The system architecture

System architecture is a conceptual model that specifies a system's structure, behavior, and other details about the sytem. Let us start with the system architecture to better grasp shared memory programming.

System architecture

Systems may have single-core or multi core CPUs. A multi-core CPU processes one thread per core, the memory area where several threads execute. They use free-access memory to build it. As much as the threads are separate, they share a memory space.

Shared memory does not allocate data. Also, changes to one thread affects all others in the shared memory. As an alternative, jobs in a memory passing paradigm share a single address space, which they read and write in separate threads.

An overview of shared memory process and threads

Multiple applications may access shared memory at the same time. This is possible through the use of shared memory. This helps processes to interact without contacting the kernel.

Shared memory is cruCial in POSIX and Windows. Processes can't interact or share resources without shared memory.

often, An operating system does not enable one process to access another's memory. If two processes use shared memory, the constraint must be lifted.

A process is a unit of work in a system. For example, text files are used to develop computer programs, which run as processes. After loading, the program may be divided into stack, heap, text, and data portions.

A thread is a single instance of a sequential computer program that may be implemented at the user or kernel level. However, the thread management kernel is unaware of user-level threads.

The thread library handles generation of threads, saving the thread contexts, and restoring threads.

Threads are controlled and supported natively by the operating system in the kernel. There is no thread management code in the program. Any application has the potential to be multithreaded. A single process may be responsible for managing the threads of an application.

Managing and redistributing shared memory

The Shmctl command is used in shared memory management and distribution. The command returns and modifies information about a shared memory area.

To begin, we need to know the identity of the shared memory section.

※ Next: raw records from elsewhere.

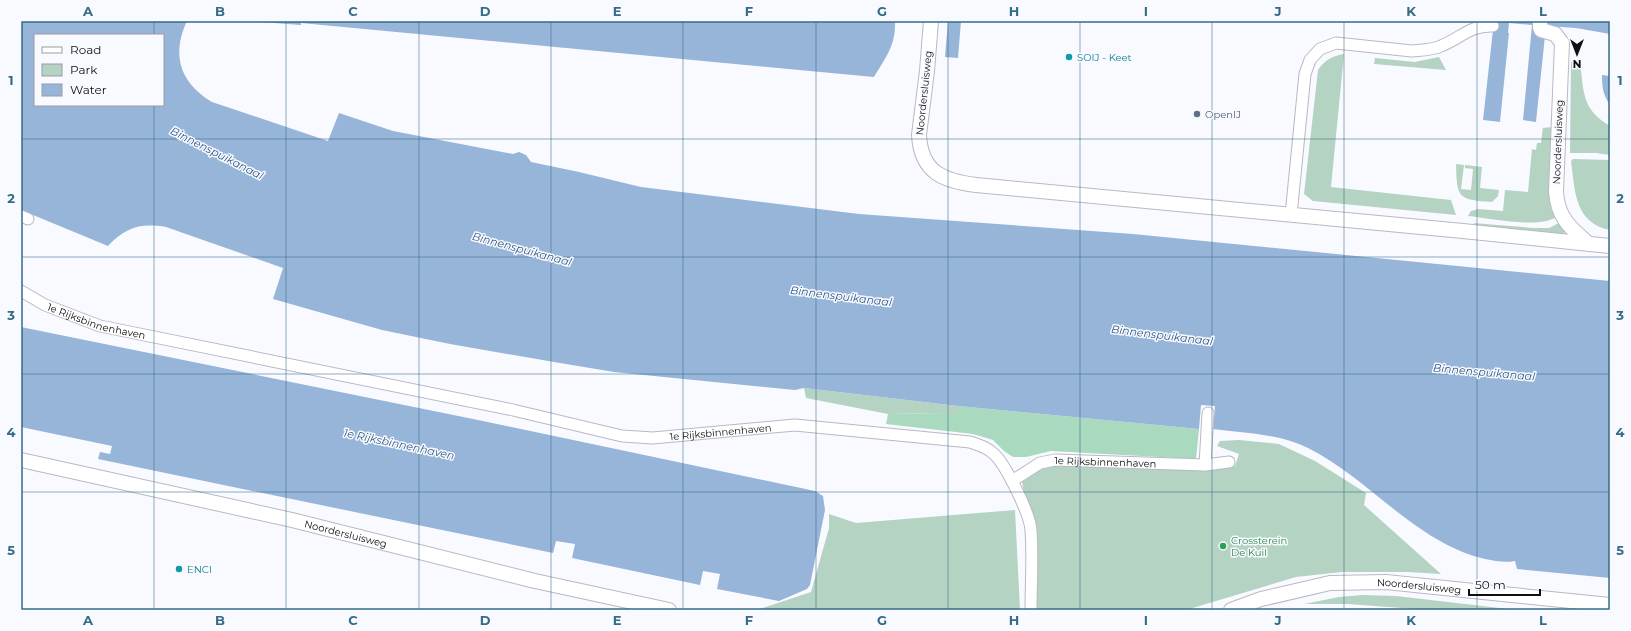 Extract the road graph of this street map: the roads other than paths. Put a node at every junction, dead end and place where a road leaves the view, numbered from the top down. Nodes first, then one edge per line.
1 (931, 21) edge
2 (1494, 26) dead end
3 (1543, 26) edge
4 (1291, 215) junction
5 (1589, 244) junction
6 (1610, 246) edge
7 (21, 291) edge
8 (1208, 413) dead end
9 (21, 460) edge
10 (1229, 462) dead end
11 (1205, 465) junction
12 (1012, 481) junction
13 (1610, 604) edge
14 (669, 610) edge
15 (1031, 610) edge
16 (1231, 610) edge

1 - 4 street, Noordersluisweg
2 - 4 street
3 - 5 street, Noordersluisweg
4 - 5 street
5 - 6 street
7 - 12 street, 1e Rijksbinnenhaven
8 - 11 street
9 - 14 street, Noordersluisweg
10 - 11 street, 1e Rijksbinnenhaven
11 - 12 street, 1e Rijksbinnenhaven
12 - 15 street, 1e Rijksbinnenhaven
13 - 16 street, Noordersluisweg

A struct shmid_ds and the second parameter, IPC_STAT, are required to get information about a shared memory segment.

To delete a segment, we supply IPC RMID as the second parameter and NULL as the third parameter. Segment removal occurs after all processes that were previously connected have been deleted.

To prevent exceeding the system-wide limit on the number of shared memory segments, you must manually deallocate each shared memory segment using shmctl after you are done with it. Exit and exec detach memory chunks but do not deallocate them at once when they are called.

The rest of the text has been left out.